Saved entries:
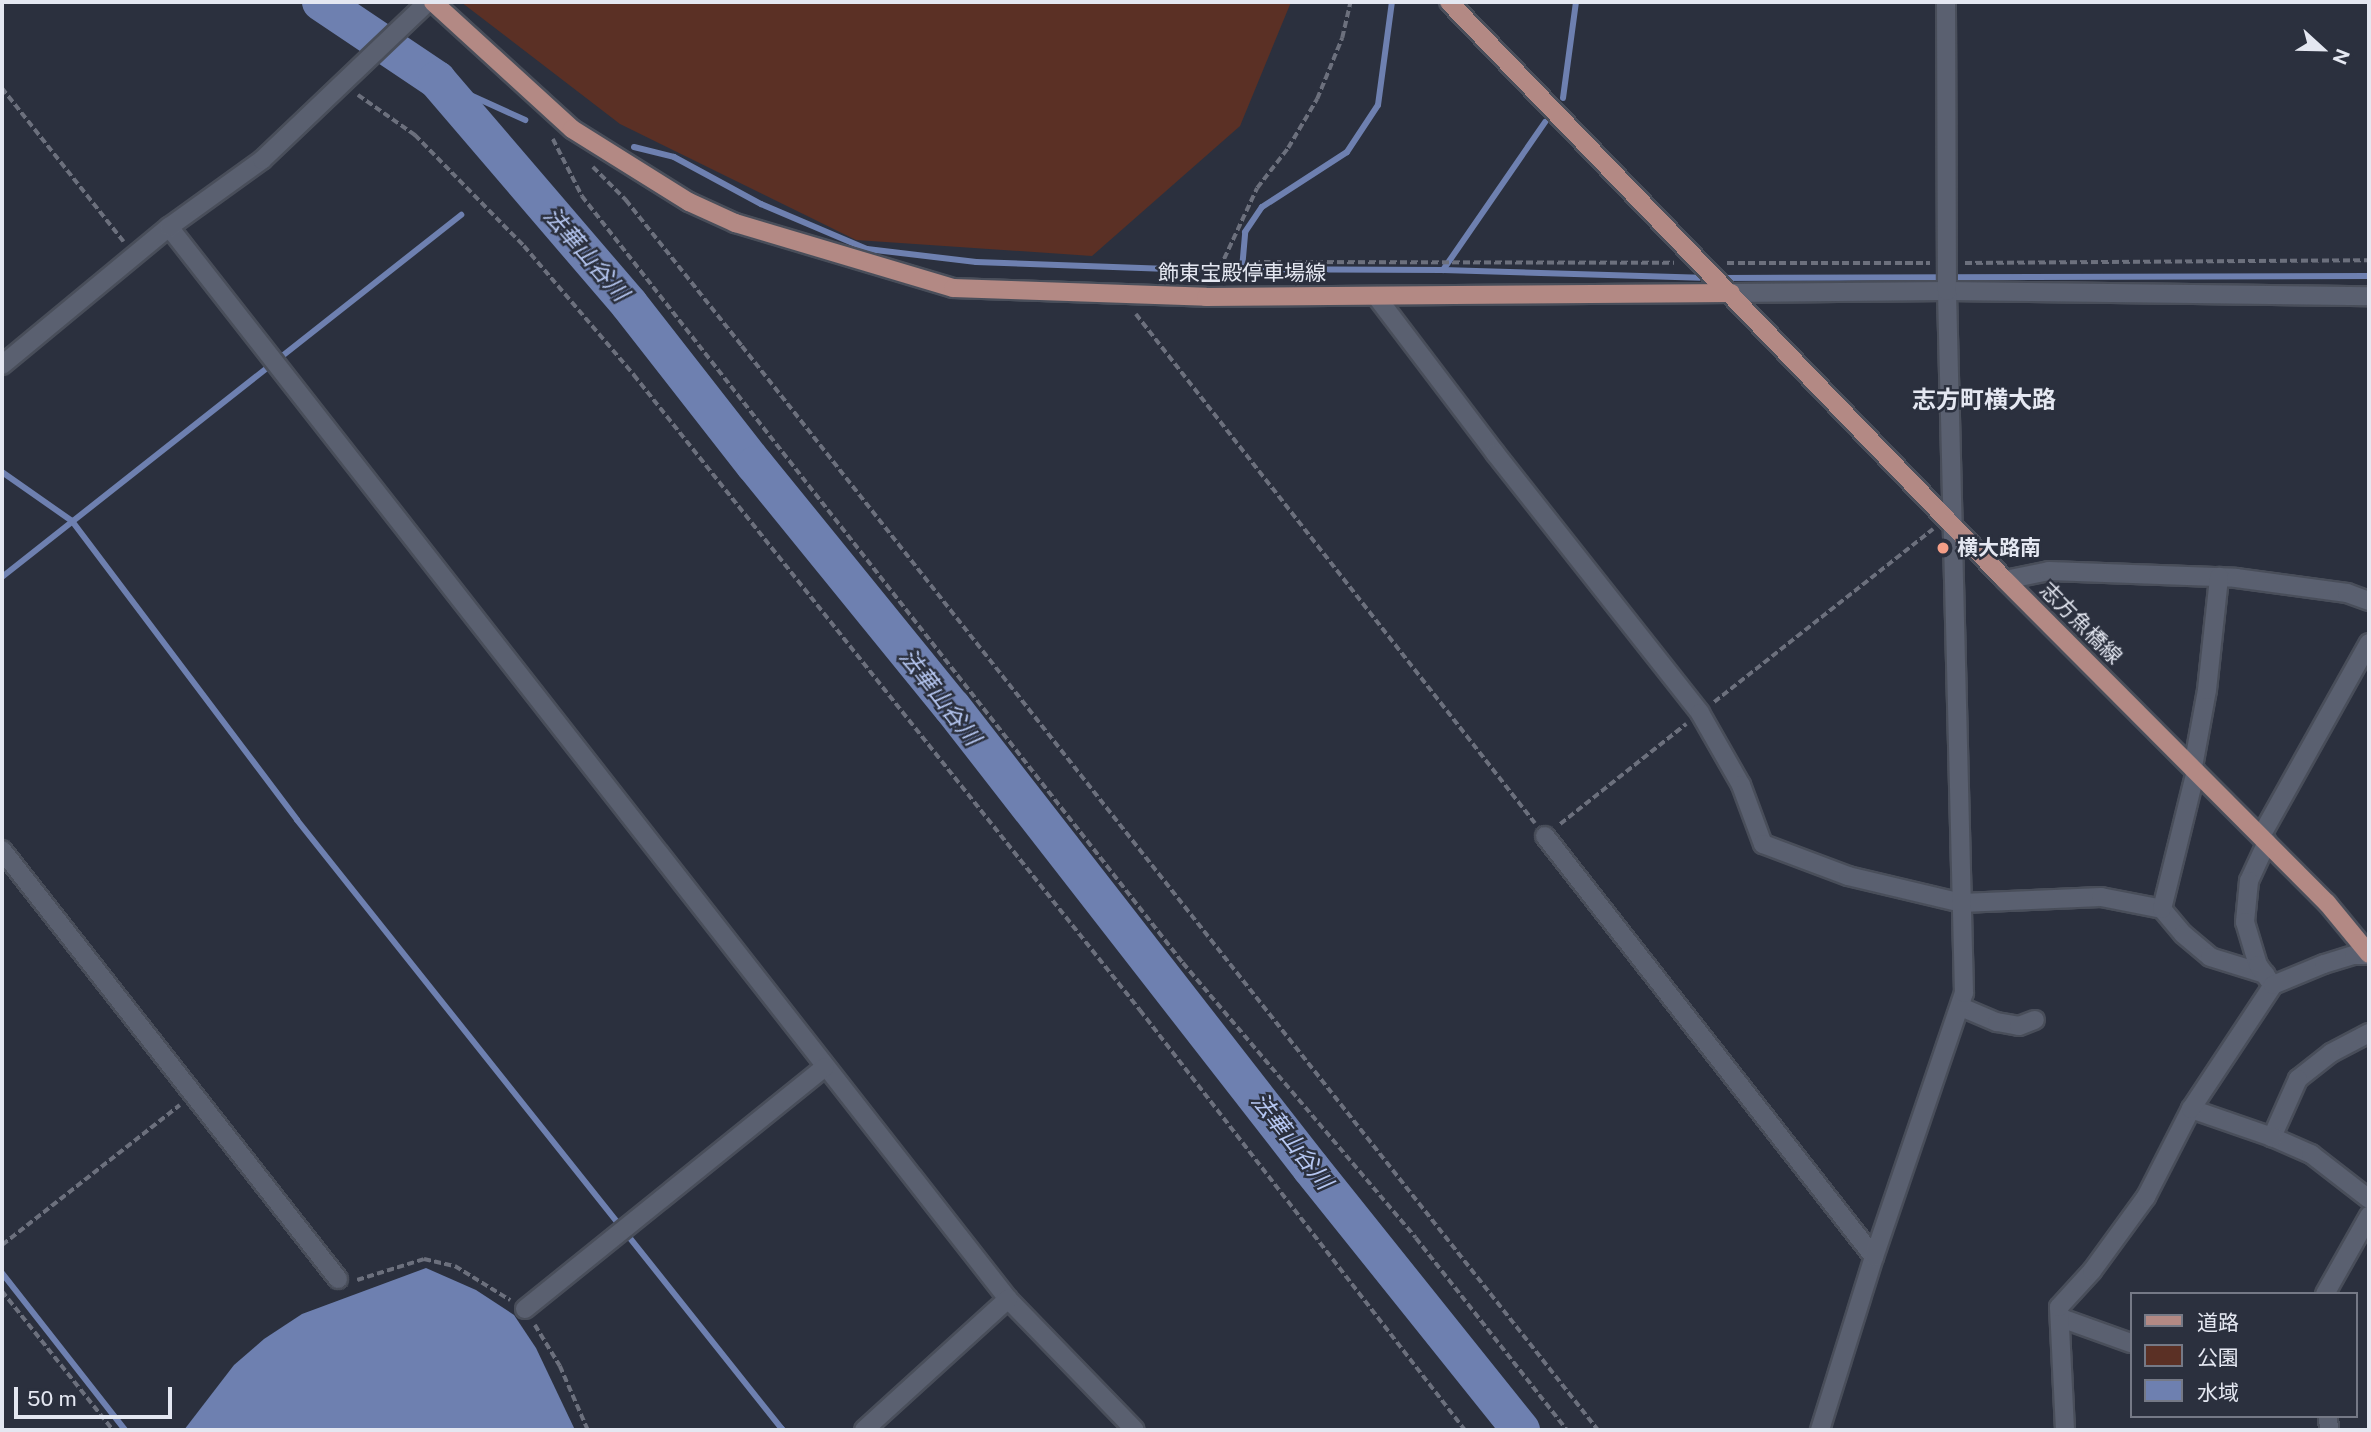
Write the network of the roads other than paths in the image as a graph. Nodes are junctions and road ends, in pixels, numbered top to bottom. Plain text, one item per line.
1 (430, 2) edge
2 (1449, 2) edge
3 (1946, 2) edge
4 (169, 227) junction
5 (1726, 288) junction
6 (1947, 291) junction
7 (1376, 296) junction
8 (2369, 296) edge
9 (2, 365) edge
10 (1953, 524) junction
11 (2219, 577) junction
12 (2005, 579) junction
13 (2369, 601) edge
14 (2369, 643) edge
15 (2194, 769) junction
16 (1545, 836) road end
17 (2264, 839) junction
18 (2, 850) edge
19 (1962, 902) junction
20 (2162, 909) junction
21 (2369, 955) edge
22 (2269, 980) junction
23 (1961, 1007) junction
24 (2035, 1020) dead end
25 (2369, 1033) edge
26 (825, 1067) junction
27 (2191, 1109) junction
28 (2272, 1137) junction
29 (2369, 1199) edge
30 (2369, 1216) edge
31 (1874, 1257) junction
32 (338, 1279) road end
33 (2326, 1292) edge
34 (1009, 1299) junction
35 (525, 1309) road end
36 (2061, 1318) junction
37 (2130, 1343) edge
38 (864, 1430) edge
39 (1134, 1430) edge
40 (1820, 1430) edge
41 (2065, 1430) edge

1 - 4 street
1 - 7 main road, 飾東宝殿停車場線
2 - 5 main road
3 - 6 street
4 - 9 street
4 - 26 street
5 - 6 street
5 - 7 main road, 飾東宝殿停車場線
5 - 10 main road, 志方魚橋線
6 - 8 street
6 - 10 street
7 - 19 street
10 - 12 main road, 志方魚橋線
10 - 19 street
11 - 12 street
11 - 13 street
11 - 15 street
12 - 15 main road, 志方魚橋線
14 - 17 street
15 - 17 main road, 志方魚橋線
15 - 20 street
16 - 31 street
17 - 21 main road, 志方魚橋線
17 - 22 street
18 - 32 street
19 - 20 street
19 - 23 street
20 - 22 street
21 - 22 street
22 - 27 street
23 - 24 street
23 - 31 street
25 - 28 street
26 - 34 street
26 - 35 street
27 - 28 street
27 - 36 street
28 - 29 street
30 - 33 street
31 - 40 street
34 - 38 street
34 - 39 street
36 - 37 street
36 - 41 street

Work required:
Each line of the data that contains "飾東宝殿停車場線" should be counted; please give only the number.

Output for this task:
2